Son dönemde katıldığım STK diyalog platformlarında, kültürel nitelikte projelerin yanı sıra pratik fikirler geliştirilmeye çalışılıyor. Bunlar arasında; ekonomik aktörler ve sınırlara yakın belediyeler arasında bağ kurmak,sınırların açılmasının yaratacağı barış iklimiyle doğacak ekonomik fırsatların (peace divident) anlatılması, diasporanın ilgisini çekebilecek, Doğu Anadolu ve Ermenistan’ı kapsayan ortak turizm projeleri; karşılıklı medya temsilcileri yerleştirilerek daha kapsamlı medya yansımalarının sağlanması; Azerbaycan, Ermenistan ve Türkiye’den sivil aktörlerin birlikte yer alabileceği üçlü formatların oluşturulması gibi öneriler var.

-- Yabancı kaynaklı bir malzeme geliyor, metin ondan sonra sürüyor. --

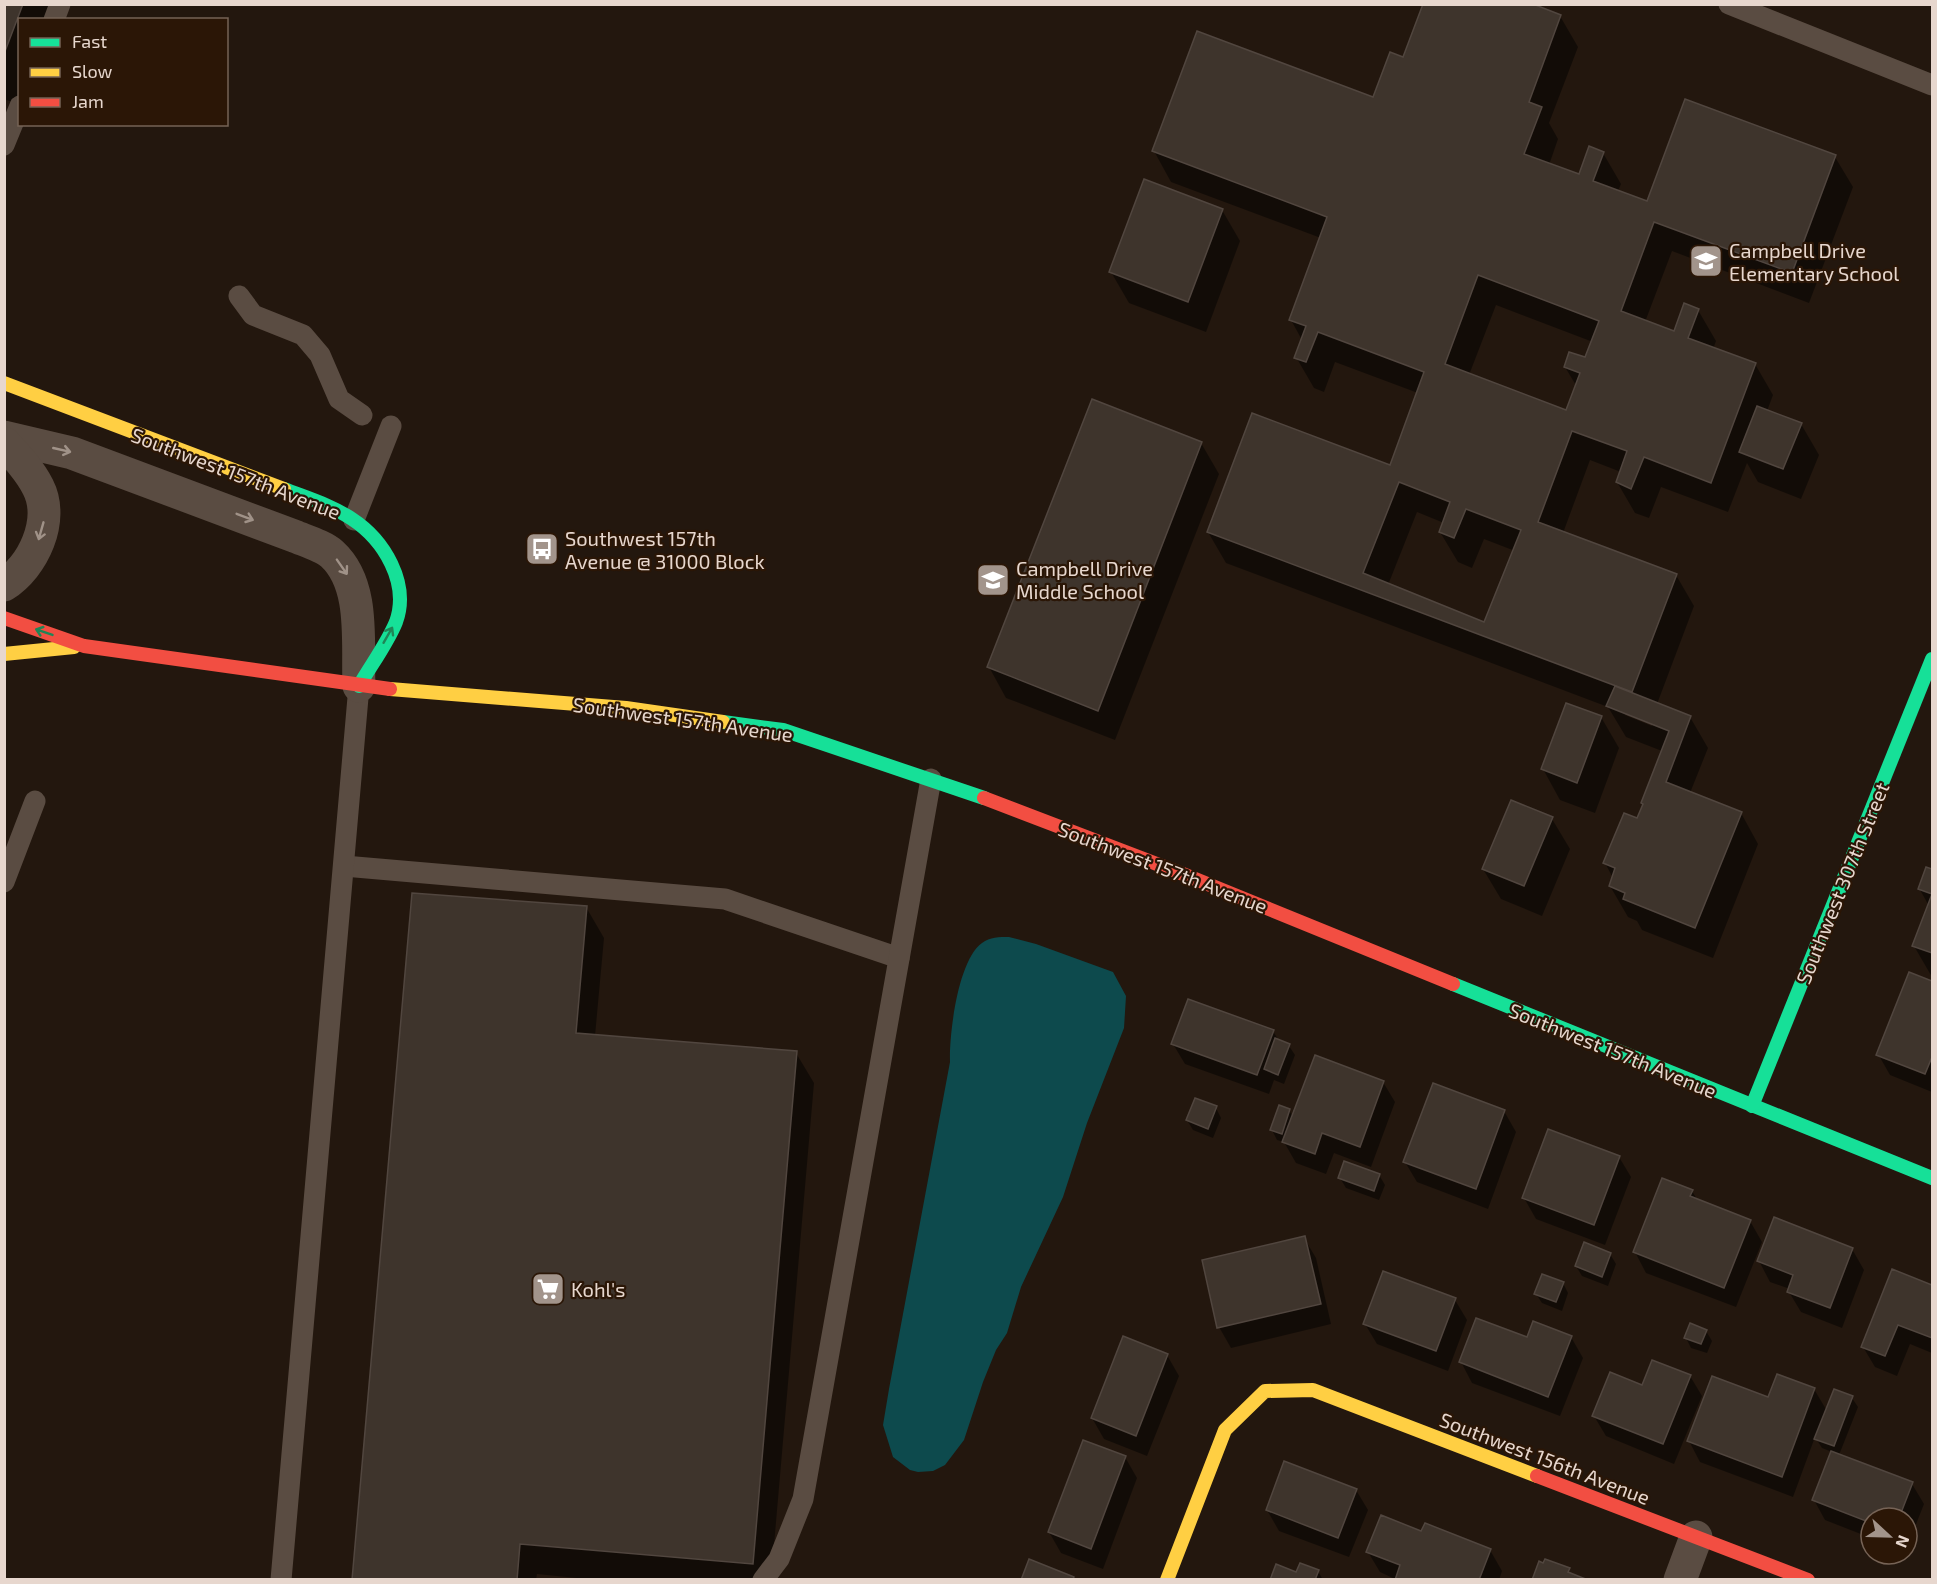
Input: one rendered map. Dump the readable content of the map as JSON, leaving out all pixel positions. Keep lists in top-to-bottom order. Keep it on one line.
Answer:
{"streets":{"street":["Southwest 157th Avenue","Southwest 307th Street","Southwest 156th Avenue"]},"crossings":[["Southwest 157th Avenue","Southwest 307th Street"]],"places":{"school or university":["Campbell Drive Elementary School","Campbell Drive Middle School"],"bus stop":["Southwest 157th Avenue @ 31000 Block"],"supermarket":["Kohl's"]},"legend":["Fast","Slow","Jam"],"north":"right"}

Ancak sınırların yakın zamanda açılması olası değilse, bu tür çalışmalar anlamlı bir zemine oturmaz. Hatta yüksek beklentiler yaratılırsa, sonrasında ters tepebilir ve derin bir hayal kırıklığına dönüşür. Zira sınırın açılması Bakü’nün oluruna bağlı olduğu ve zamanlaması öngörülemediği için, sanki gerçekleşecekmiş gibi beklenti yaratmak mevcut güvensizliği daha da artırabilir. Bu da özellikle Ermenistan tarafında ‘yine umut verildi ama hiçbir şey değişmedi’ hissiyatını güçlendirecektir.

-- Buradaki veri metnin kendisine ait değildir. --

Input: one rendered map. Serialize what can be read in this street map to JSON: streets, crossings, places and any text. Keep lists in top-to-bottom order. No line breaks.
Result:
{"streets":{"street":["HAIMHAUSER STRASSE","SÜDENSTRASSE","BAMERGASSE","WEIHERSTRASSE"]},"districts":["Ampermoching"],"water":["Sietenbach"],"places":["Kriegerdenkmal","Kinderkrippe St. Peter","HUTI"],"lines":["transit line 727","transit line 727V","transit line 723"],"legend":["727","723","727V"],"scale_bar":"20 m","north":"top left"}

Son ama önemli bir konu, sitemizin temasına da uygun olarak, kadın siyasetçiler ve karar vericiler Türkiye-Ermenistan-Azerbaycan üçgeninde ne kadar etkililer?

Üst düzey karar alma mekanizmalarında, diğer birçok dış politika dosyasında olduğu gibi, Türkiye-Ermenistan ilişkilerinde de kilit karar vericiler çoğunlukla erkek. Ancak her iki ülkede de dışişleri bakanlıklarında önemli kadın aktörler var. Bununla birlikte, lidere erişim açısından bakıldığında, Paşinyan’ı etkileyen çemberde sayıca daha fazla kadın var, Ankara’ya kıyasla.  Sivil toplum çalışmalarında ise hem Ermenistanhem Türkiye’de kadınlar çok daha ön planda. Kültür, sanat, medya ve akademi projelerinde kadınlar bireysel olarak çok güçlü temsil ediliyor. Süreç daha geniş tabana yayılır ve sivil toplum boyutu genişlerse, veya devlet katında normalleşme gerçekleşirse, kadınların sesi de doğal olarak daha çok ön planda olacaktır.

*Bu röportaj ilk olarak Sessiz Olmaz blog sitesinde yayınlamıştır.